──────── Record set

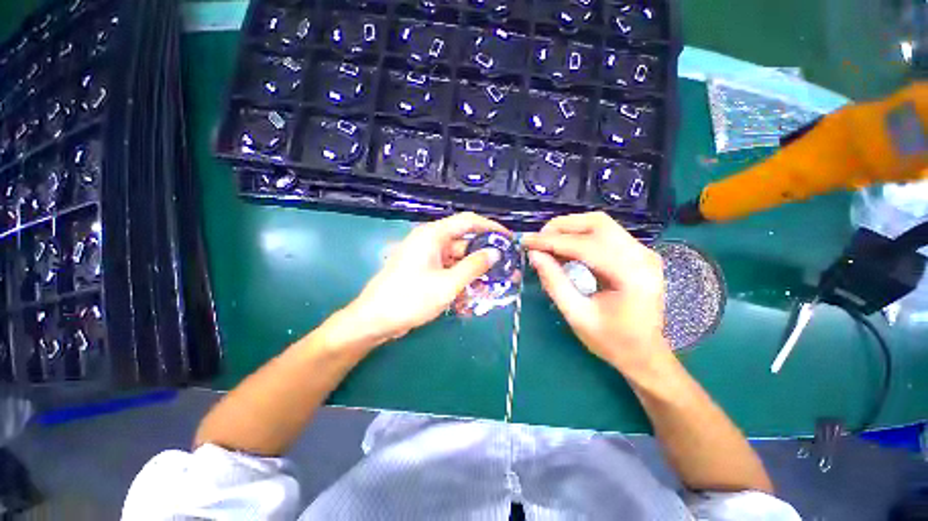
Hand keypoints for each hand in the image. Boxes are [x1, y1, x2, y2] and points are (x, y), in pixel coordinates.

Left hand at [337, 213, 507, 348]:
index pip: (468, 221)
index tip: (508, 238)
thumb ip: (473, 267)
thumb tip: (495, 252)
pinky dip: (460, 280)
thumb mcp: (447, 284)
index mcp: (433, 235)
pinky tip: (471, 294)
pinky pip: (448, 270)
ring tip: (492, 286)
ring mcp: (427, 257)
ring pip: (458, 259)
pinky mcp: (425, 271)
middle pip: (464, 242)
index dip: (490, 227)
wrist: (375, 320)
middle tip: (504, 268)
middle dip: (484, 256)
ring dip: (473, 272)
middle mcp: (430, 241)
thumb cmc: (410, 299)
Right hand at [522, 212, 670, 373]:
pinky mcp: (637, 254)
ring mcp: (643, 252)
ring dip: (570, 229)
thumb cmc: (612, 341)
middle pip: (597, 224)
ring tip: (547, 242)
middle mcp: (643, 256)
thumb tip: (534, 255)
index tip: (527, 241)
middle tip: (537, 240)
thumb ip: (554, 283)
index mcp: (632, 276)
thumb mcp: (577, 316)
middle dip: (561, 227)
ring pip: (601, 224)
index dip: (552, 242)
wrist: (645, 354)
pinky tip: (564, 247)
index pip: (586, 246)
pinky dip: (580, 236)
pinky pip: (604, 234)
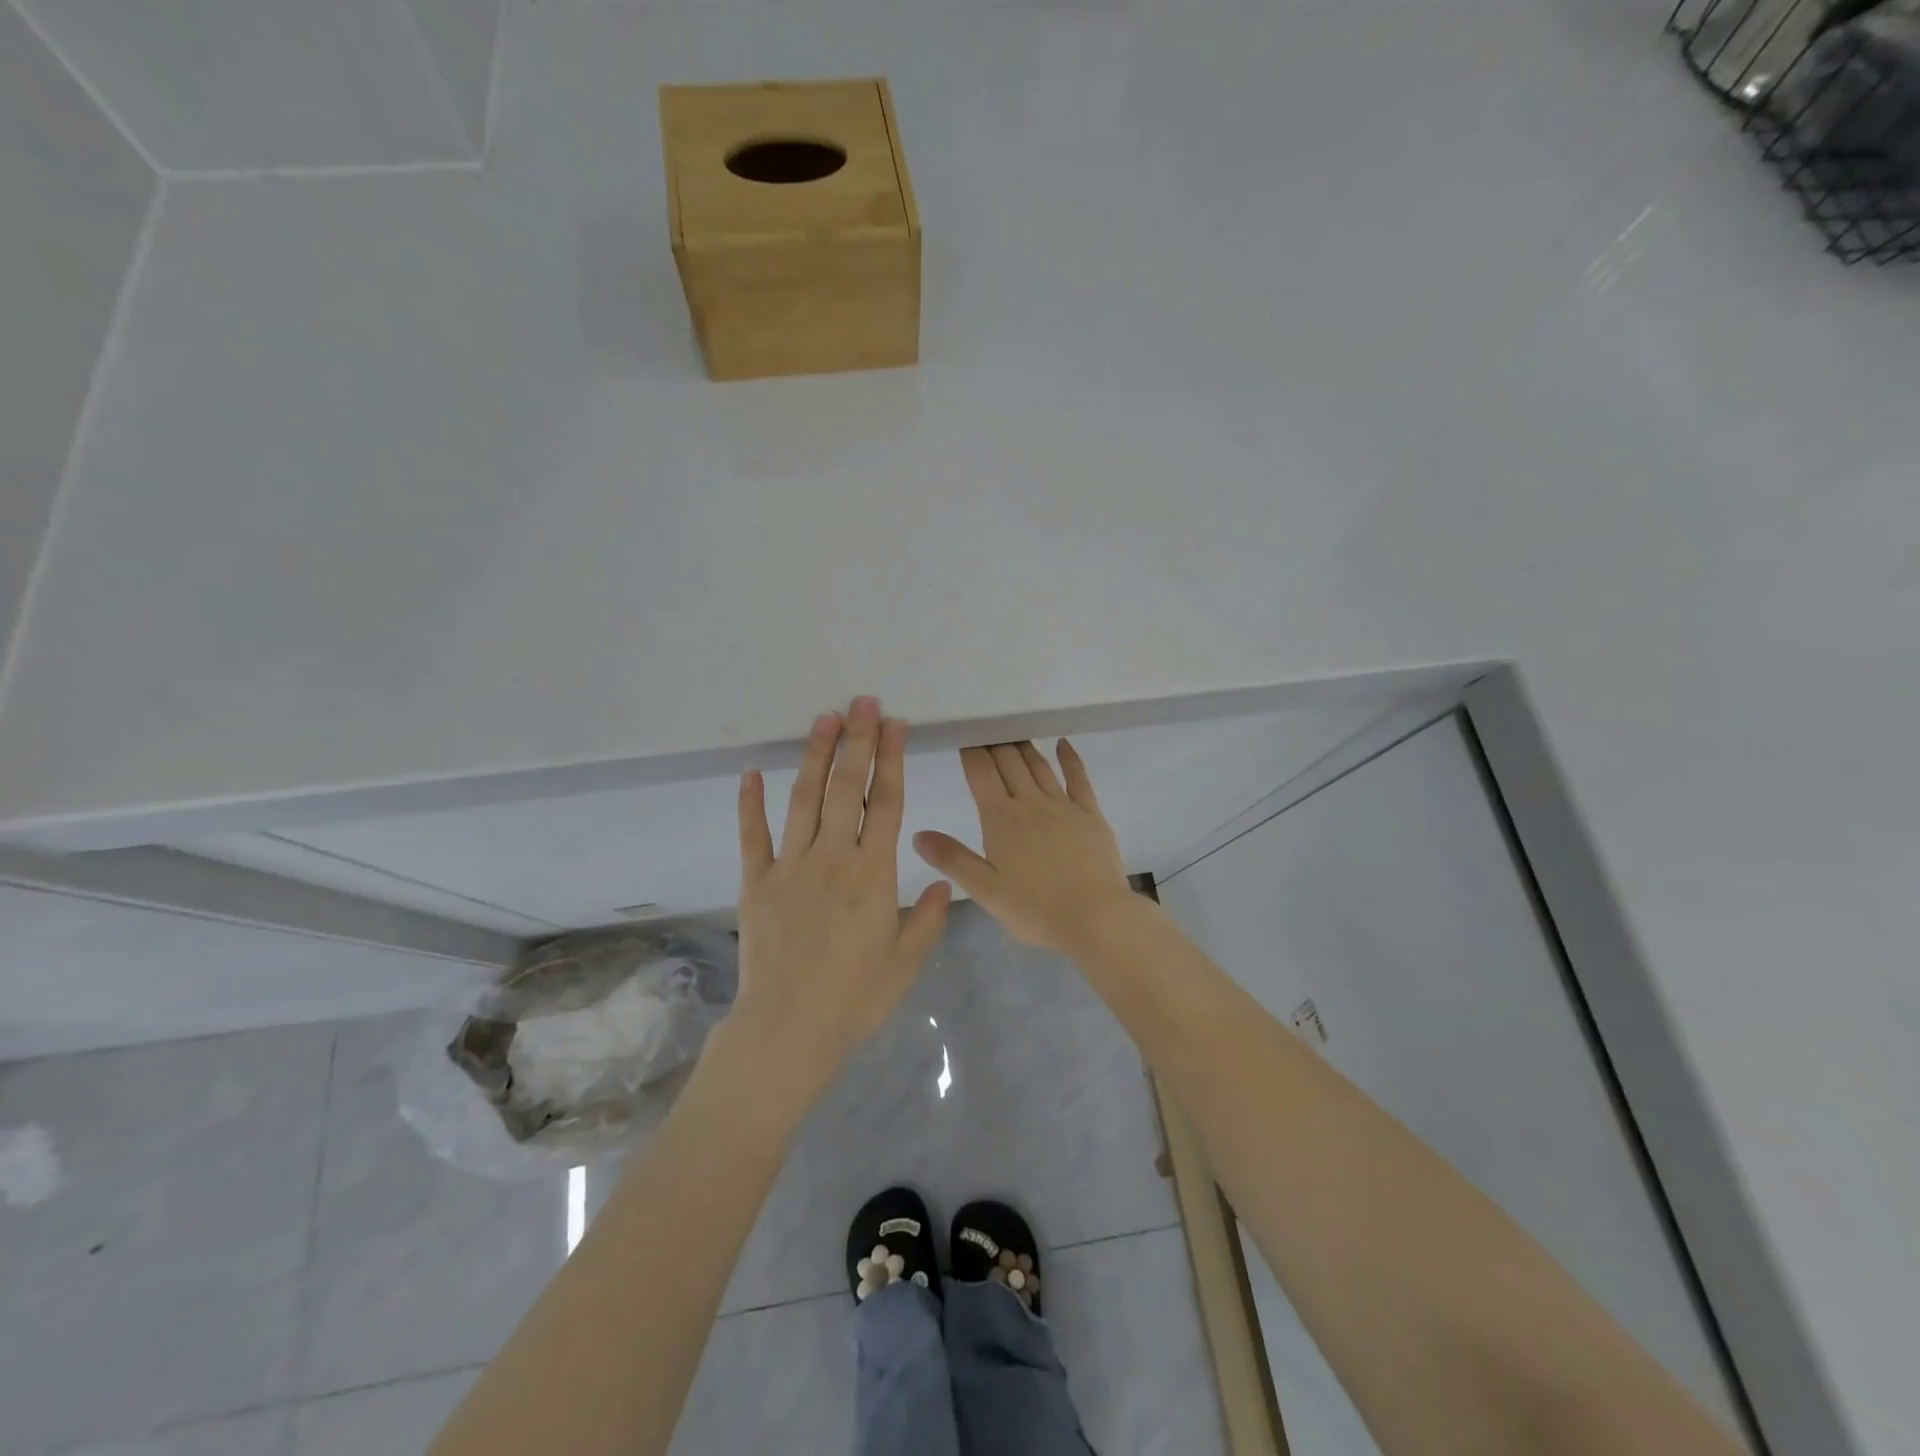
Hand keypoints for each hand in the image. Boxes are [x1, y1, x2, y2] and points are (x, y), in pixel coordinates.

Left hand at [731, 696, 951, 1098]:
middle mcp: (832, 858)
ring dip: (814, 755)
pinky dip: (750, 802)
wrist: (788, 1031)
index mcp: (873, 874)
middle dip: (857, 740)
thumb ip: (930, 918)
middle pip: (846, 787)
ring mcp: (789, 867)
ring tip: (824, 718)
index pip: (885, 802)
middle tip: (862, 702)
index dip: (891, 759)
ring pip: (803, 798)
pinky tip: (751, 771)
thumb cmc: (855, 998)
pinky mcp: (755, 882)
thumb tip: (946, 882)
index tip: (894, 724)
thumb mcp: (906, 961)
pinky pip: (751, 834)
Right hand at [912, 741, 1138, 955]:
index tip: (964, 736)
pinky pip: (1078, 778)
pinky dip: (1069, 758)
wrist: (1096, 917)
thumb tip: (917, 834)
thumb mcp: (985, 890)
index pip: (981, 774)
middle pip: (1009, 763)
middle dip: (995, 743)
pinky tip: (1063, 744)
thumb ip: (952, 859)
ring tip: (1013, 732)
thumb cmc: (1035, 909)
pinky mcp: (1091, 815)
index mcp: (1001, 819)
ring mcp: (1063, 806)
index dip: (971, 752)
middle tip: (986, 728)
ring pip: (1039, 766)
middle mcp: (1031, 803)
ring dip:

────────────────

### [Task to carry out]
Everything from the first line of the entries above through the line with "middle pip: (597, 224)" should be duplicated exactly, except the pictures.

### [Answer area]
Hand keypoints for each hand in the image. Boxes are [x1, y1, x2, y2] and points are (x, y), in pixel coordinates.

Left hand at [337, 213, 507, 348]:
index pip: (468, 221)
index tip: (508, 238)
thumb ip: (473, 267)
thumb tip: (495, 252)
pinky dip: (460, 280)
thumb mcp: (447, 284)
index mcp: (433, 235)
pinky tip: (471, 294)
pinky pip: (448, 270)
ring tip: (492, 286)
ring mcp: (427, 257)
ring pip: (458, 259)
pinky mcp: (425, 271)
middle pip: (464, 242)
index dip: (490, 227)
wrist: (375, 320)
middle tip: (504, 268)
middle dip: (484, 256)
ring dip: (473, 272)
middle mcp: (430, 241)
thumb cmc: (410, 299)
Right hand at [522, 212, 670, 373]:
pinky mcp: (637, 254)
ring mcp: (643, 252)
ring dip: (570, 229)
thumb cmc: (612, 341)
middle pip: (597, 224)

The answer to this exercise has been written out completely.